The interface will 'specify' the signature that every class will
implement. As in the parameters that get passed to each method.
A interface "method" looks like:
foo( Object 0, int i);
I can't tell in my font what the variable name is for the "Object" parameter,
but it isn't an upper- or lower-case letter 'oh'. I expect a lower-case 'o'
was intended.
The class that implements it is very simalar:
void foo(Object 0, int i){
//do stuff with objects and an int
}
The similarity to which maxnesler alludes is that the method signature is the
same - that's the part from "void" through the closing parenthesis.

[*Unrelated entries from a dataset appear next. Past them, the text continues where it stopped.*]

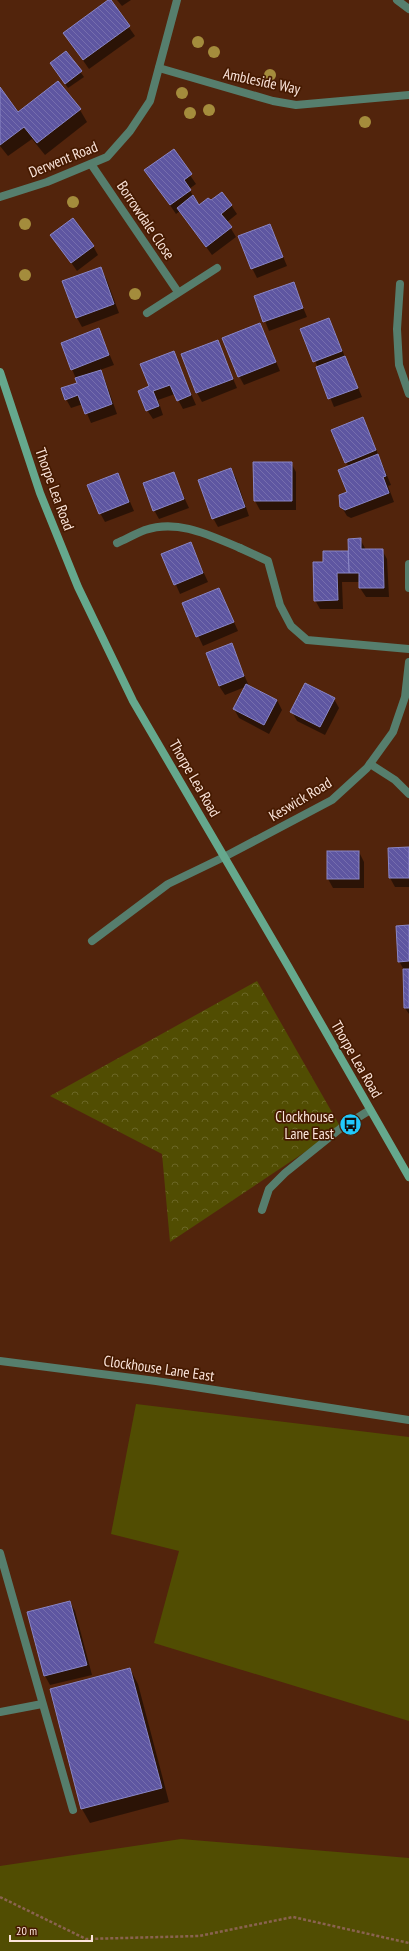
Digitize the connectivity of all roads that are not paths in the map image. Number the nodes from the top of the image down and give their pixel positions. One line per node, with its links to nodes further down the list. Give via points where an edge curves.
1 (177, 0): 4 (street, Derwent Road)
2 (397, 0): 3 (street)
3 (409, 9)
4 (159, 68): 5 (street, Ambleside Way, via 296,105); 6 (street, Derwent Road, via 150,101 130,131 107,157)
5 (409, 94)
6 (91, 164): 7 (street, Derwent Road, via 48,182); 10 (street, Borrowdale Close)
7 (0, 197)
8 (217, 268): 10 (street)
9 (400, 284): 13 (street, via 397,329 399,365)
10 (178, 292): 11 (street)
11 (147, 312)
12 (0, 372): 21 (main road, Thorpe Lea Road, via 40,493 78,587 133,700)
13 (409, 394)
14 (116, 543): 17 (street, via 160,527 183,527 207,534 268,561 280,605 291,626 307,640)
15 (409, 564): 16 (street)
16 (409, 588)
17 (409, 649)
18 (409, 662): 19 (street, Keswick Road, via 405,697 393,732)
19 (370, 764): 20 (street, via 395,780); 21 (street, Keswick Road, via 332,800)
20 (409, 794)
21 (224, 857): 22 (street, Keswick Road, via 168,884); 23 (main road, Thorpe Lea Road)
22 (92, 941)
23 (370, 1110): 24 (main road, Thorpe Lea Road); 25 (street, via 352,1120 285,1173 269,1189)
24 (409, 1177)
25 (262, 1210)
26 (0, 1361): 27 (street, Clockhouse Lane East, via 156,1381)
27 (409, 1420)
28 (0, 1553): 29 (street)
29 (42, 1704): 30 (street); 31 (street)
30 (0, 1712)
31 (73, 1810)

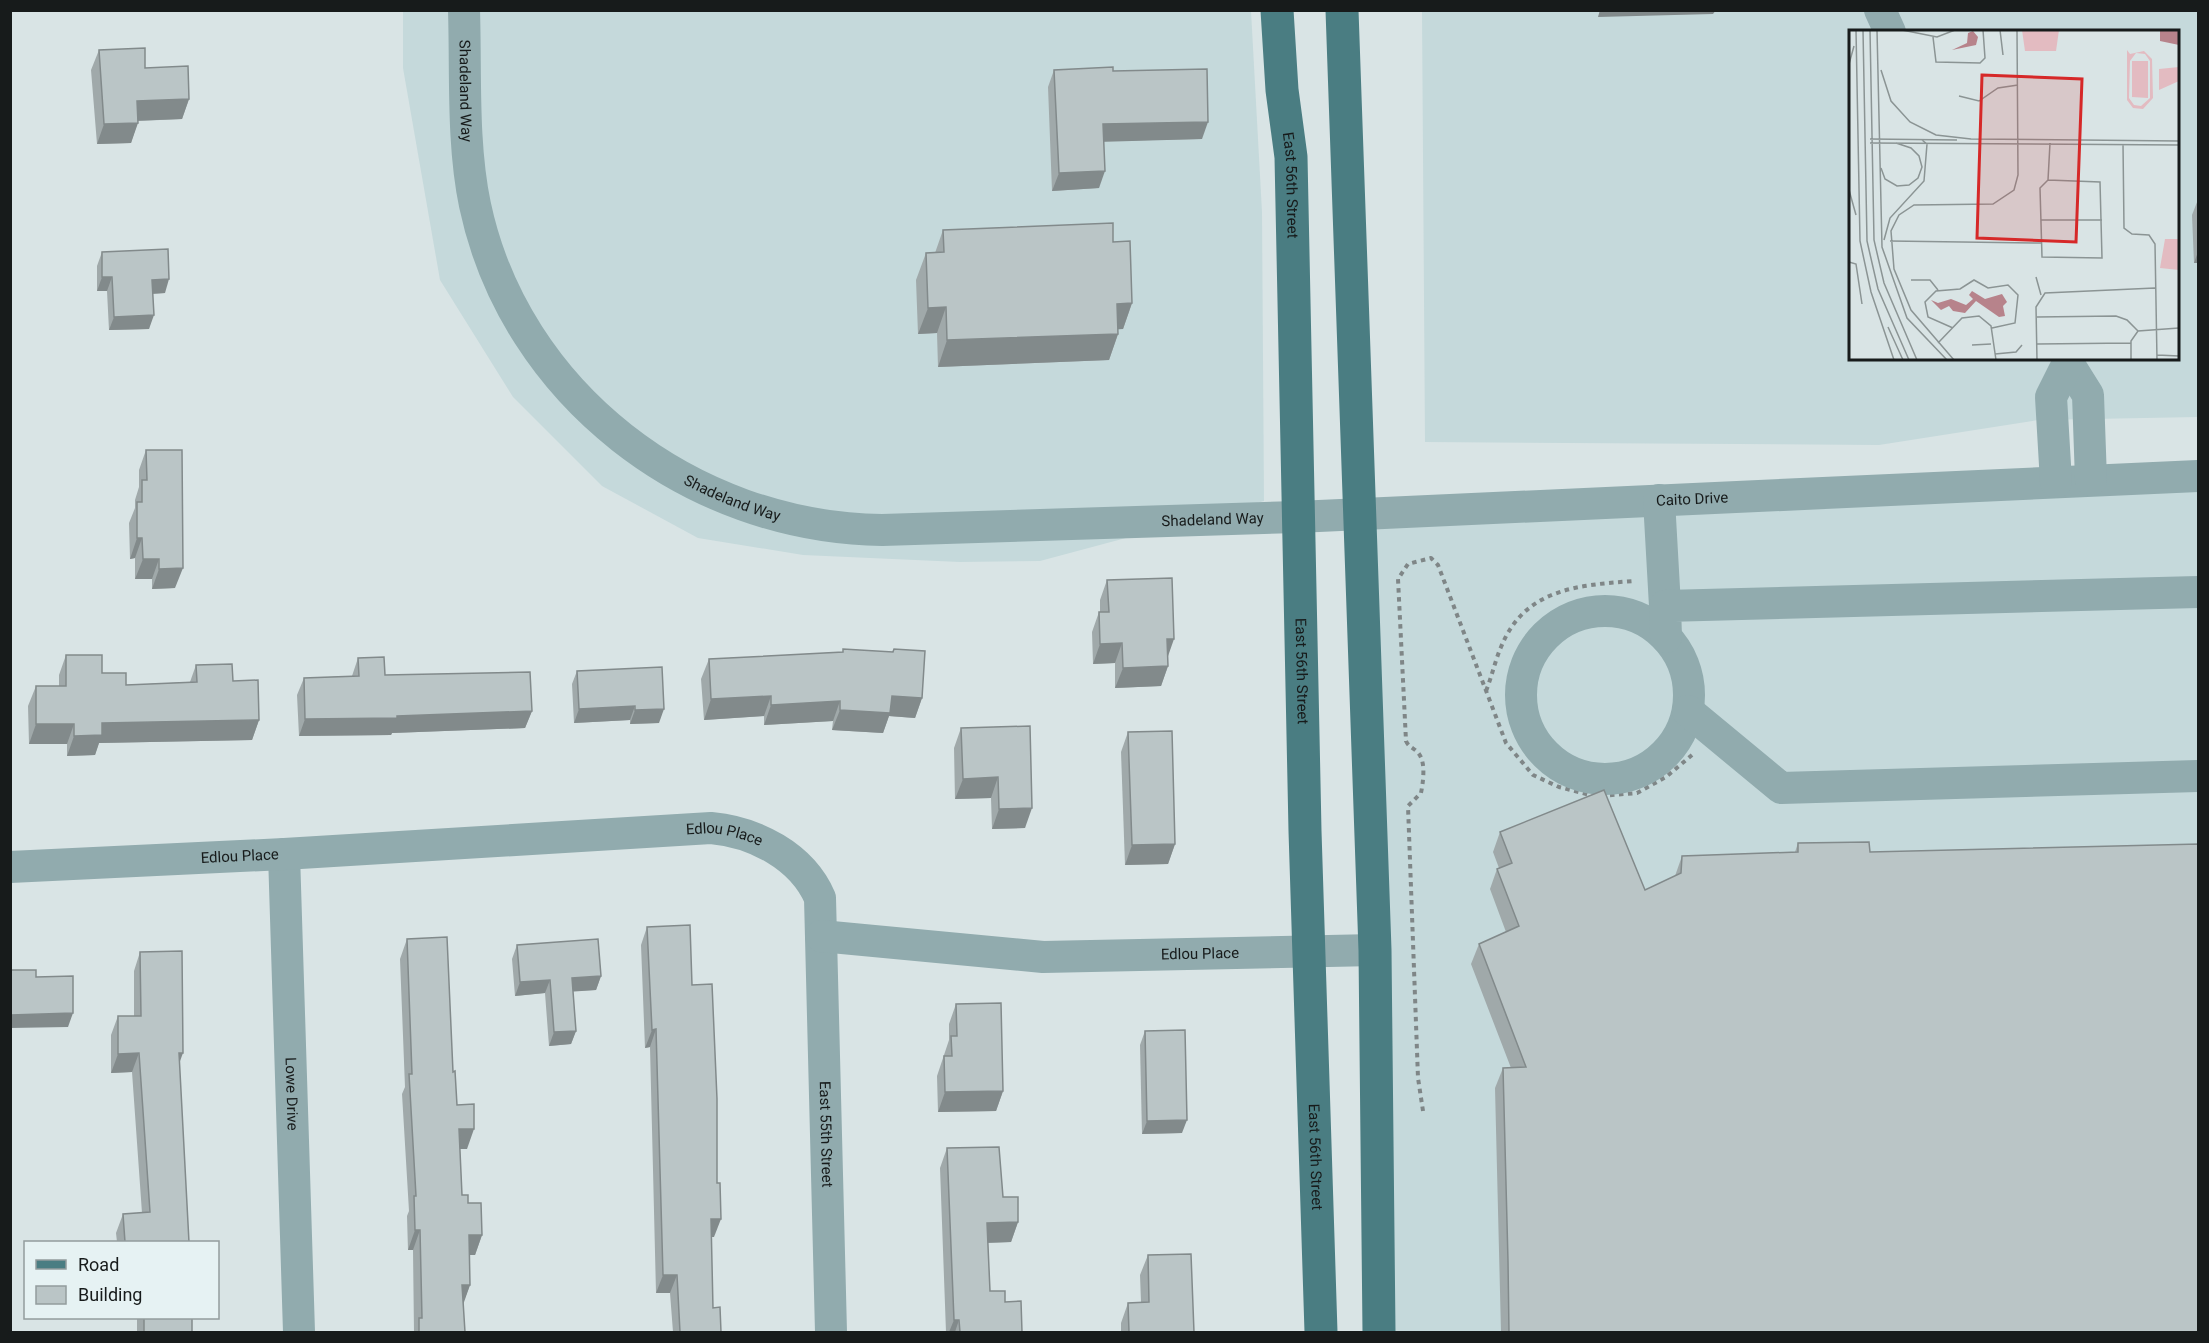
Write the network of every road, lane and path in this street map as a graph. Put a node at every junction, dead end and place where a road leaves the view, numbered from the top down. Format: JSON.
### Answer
{"nodes":[{"id":1,"x":464,"y":10,"type":"edge"},
{"id":2,"x":1277,"y":10,"type":"edge"},
{"id":3,"x":1342,"y":10,"type":"edge"},
{"id":4,"x":1880,"y":10,"type":"edge"},
{"id":5,"x":1889,"y":30,"type":"edge"},
{"id":6,"x":2068,"y":361,"type":"edge"},
{"id":7,"x":2199,"y":476,"type":"edge"},
{"id":8,"x":2091,"y":480,"type":"junction"},
{"id":9,"x":2056,"y":482,"type":"junction"},
{"id":10,"x":1659,"y":500,"type":"junction"},
{"id":11,"x":1344,"y":514,"type":"junction"},
{"id":12,"x":1297,"y":517,"type":"junction"},
{"id":13,"x":1618,"y":582,"type":"dead end"},
{"id":14,"x":2199,"y":592,"type":"edge"},
{"id":15,"x":1665,"y":606,"type":"junction"},
{"id":16,"x":1666,"y":637,"type":"junction"},
{"id":17,"x":1486,"y":692,"type":"junction"},
{"id":18,"x":1688,"y":711,"type":"junction"},
{"id":19,"x":1698,"y":751,"type":"dead end"},
{"id":20,"x":2199,"y":776,"type":"edge"},
{"id":21,"x":284,"y":854,"type":"junction"},
{"id":22,"x":10,"y":867,"type":"edge"},
{"id":23,"x":821,"y":936,"type":"junction"},
{"id":24,"x":1375,"y":950,"type":"junction"},
{"id":25,"x":1308,"y":951,"type":"junction"},
{"id":26,"x":1423,"y":1111,"type":"dead end"},
{"id":27,"x":298,"y":1332,"type":"edge"},
{"id":28,"x":831,"y":1332,"type":"edge"},
{"id":29,"x":1321,"y":1332,"type":"edge"},
{"id":30,"x":1379,"y":1332,"type":"edge"}],
"edges":[{"from":1,"to":12,"type":"street","name":"Shadeland Way"},
{"from":2,"to":12,"type":"main road","name":"East 56th Street"},
{"from":3,"to":11,"type":"main road"},
{"from":4,"to":5,"type":"street"},
{"from":6,"to":8,"type":"street"},
{"from":6,"to":9,"type":"street"},
{"from":7,"to":8,"type":"street","name":"Caito Drive"},
{"from":8,"to":9,"type":"street","name":"Caito Drive"},
{"from":9,"to":10,"type":"street","name":"Caito Drive"},
{"from":10,"to":11,"type":"street","name":"Caito Drive"},
{"from":10,"to":15,"type":"street"},
{"from":11,"to":12,"type":"street","name":"Shadeland Way"},
{"from":11,"to":24,"type":"main road"},
{"from":12,"to":25,"type":"main road","name":"East 56th Street"},
{"from":13,"to":17,"type":"path"},
{"from":14,"to":15,"type":"street"},
{"from":15,"to":16,"type":"street"},
{"from":16,"to":18,"type":"street"},
{"from":16,"to":18,"type":"street"},
{"from":17,"to":19,"type":"path"},
{"from":17,"to":26,"type":"path"},
{"from":18,"to":20,"type":"street"},
{"from":21,"to":22,"type":"street","name":"Edlou Place"},
{"from":21,"to":23,"type":"street","name":"Edlou Place"},
{"from":21,"to":27,"type":"street","name":"Lowe Drive"},
{"from":23,"to":25,"type":"street","name":"Edlou Place"},
{"from":23,"to":28,"type":"street","name":"East 55th Street"},
{"from":24,"to":25,"type":"street","name":"Edlou Place"},
{"from":24,"to":30,"type":"main road"},
{"from":25,"to":29,"type":"main road","name":"East 56th Street"}]}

What maxnesler forgot to show is that the implementing class declares the
method to be 'public', which is implied automatically in the interface
declaration but not so for the class declaration, and the class as
implementing the interface, the penalty for giving such an incomplete example.
package foo;
public interface Fooish
{
public void foo( Object o, int i );
}
Separate file:
package bar;
import foo.Fooish;
public class Foo implements Fooish
{
public void foo( Object o, int i )
{
// do stuff ...
}
}
The difference is that the interface has only a semicolon for a method "body",
but a class has to declare a real method body. Note that the class explicitly
'implements' the interface. This sets up an inheritance ("is-a") relationship
between the interface and the class. Now the interface can be used as the
abstract supertype for the implementation.
Some other file:
...
public void bax()
{
Fooish fooish = new Foo();
fooish.foo( new Object(), 17 );
}